No one wants to think of their child being sick. Anytime a disease or disorder attacks our children, parents face the dread, fear and the panic that comes with it. This reaction is common for many illnesses, including eating disorders.
When you watch, seemingly helpless, as your child refuses to eat what was once his favorite, the sense of dread can begin. If you hear him throwing up in the bathroom after he finally ate a meal, fear can creep in. When he then morphs from a thriving, normal child into an empty shadow of who he used to be, the panic moves in.
This is when you think, “My child may have an eating disorder.”
5 Things You Need to Know
Dealing with an eating disorder is not an easy thing; not for the victim or the families and friends that love him. But it is treatable. The first step is knowing what you need to know.
Know where to start. All eating disorders are not created equally. They are not all treatable in the same manner. Treatment generally includes a combination of therapeutic modalities. You start by seeing your family doctor or pediatrician or a mental health therapist or psychologist.
Eating disorders are not a choice. An eating disorder is a mental illness. A child who isn’t eating, who is exercising excessively, who has become obsessed with “eating healthy” and obsesses over specific foods is not doing so by choice. Simply telling them to “knock it off” will not help and could only make it worse.

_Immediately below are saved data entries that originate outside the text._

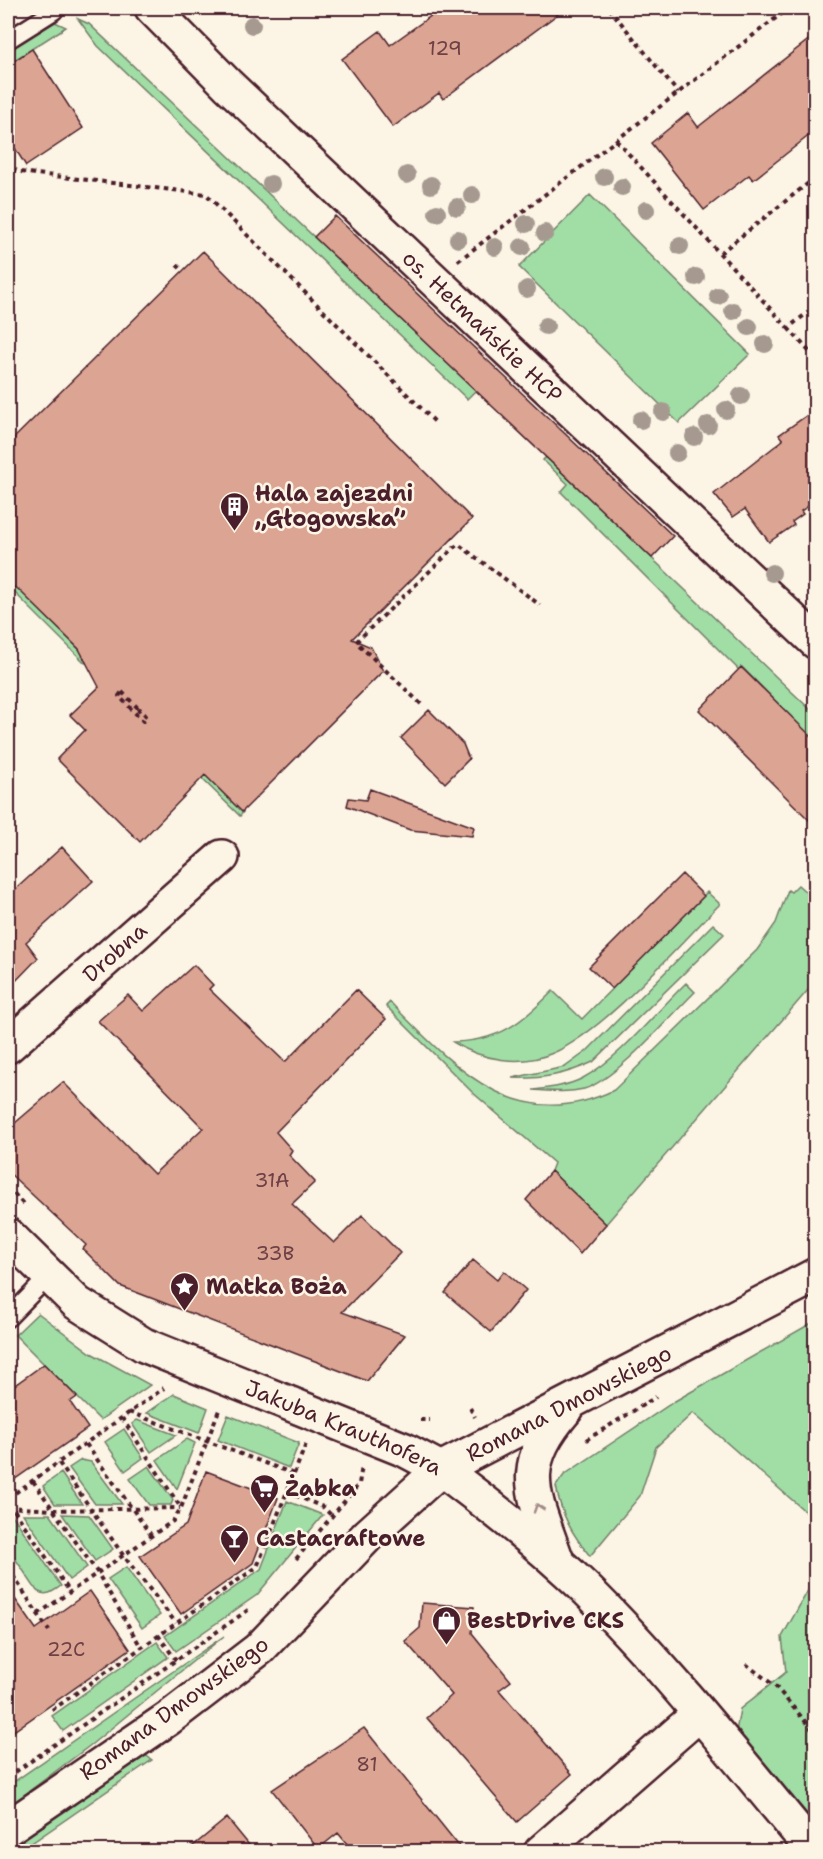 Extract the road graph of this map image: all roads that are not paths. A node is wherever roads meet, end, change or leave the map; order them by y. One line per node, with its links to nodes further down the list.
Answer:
1 (52, 8): 3 (lane)
2 (152, 8): 4 (street, os. Hetmańskie HCP)
3 (8, 40)
4 (816, 642)
5 (222, 857): 6 (street, Drobna)
6 (8, 1046)
7 (8, 1235): 9 (street, Jakuba Krauthofera)
8 (816, 1275): 11 (street, Romana Dmowskiego)
9 (48, 1278): 10 (lane); 12 (street, Jakuba Krauthofera)
10 (8, 1318)
11 (574, 1400): 12 (street, Romana Dmowskiego); 13 (street, one-way to 11)
12 (441, 1469): 13 (street, Jakuba Krauthofera); 15 (street, Romana Dmowskiego)
13 (558, 1563): 14 (street, Jakuba Krauthofera)
14 (698, 1715): 16 (street); 17 (street, Jakuba Krauthofera)
15 (8, 1828)
16 (541, 1851)
17 (815, 1851)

Keeping it secret. Eating disorders often walk hand-in-hand with isolation, stress, and secrecy. Someone who is struggling may try to maintain the image that everything is OK. Young children, even early school-age children, can face enormous stress. Peer pressure is a powerful thing.
Eating disorders feed off shame and stigma. Someone hiding eating disorders hear the jokes about weight and take them to heart. “Fat-shaming” on social media isn’t funny to someone with an eating disorder. To him, the quips, comments, jokes, and memes confirm that there is no judgment-free zone where they can talk about how they are struggling.
Eating disorders don’t discriminate. A person’s family history, extraordinary grades, the number of social media followers or Twitter trends don’t matter when an eating disorder comes to call. Eating disorders do not select victims based on race, gender, ethnicity, religion, cultural affiliations, sexual orientation or political point of view.
Eating disorders can and do affect everyone. They are life-threatening and serious, with immediate action necessary for recovery to begin.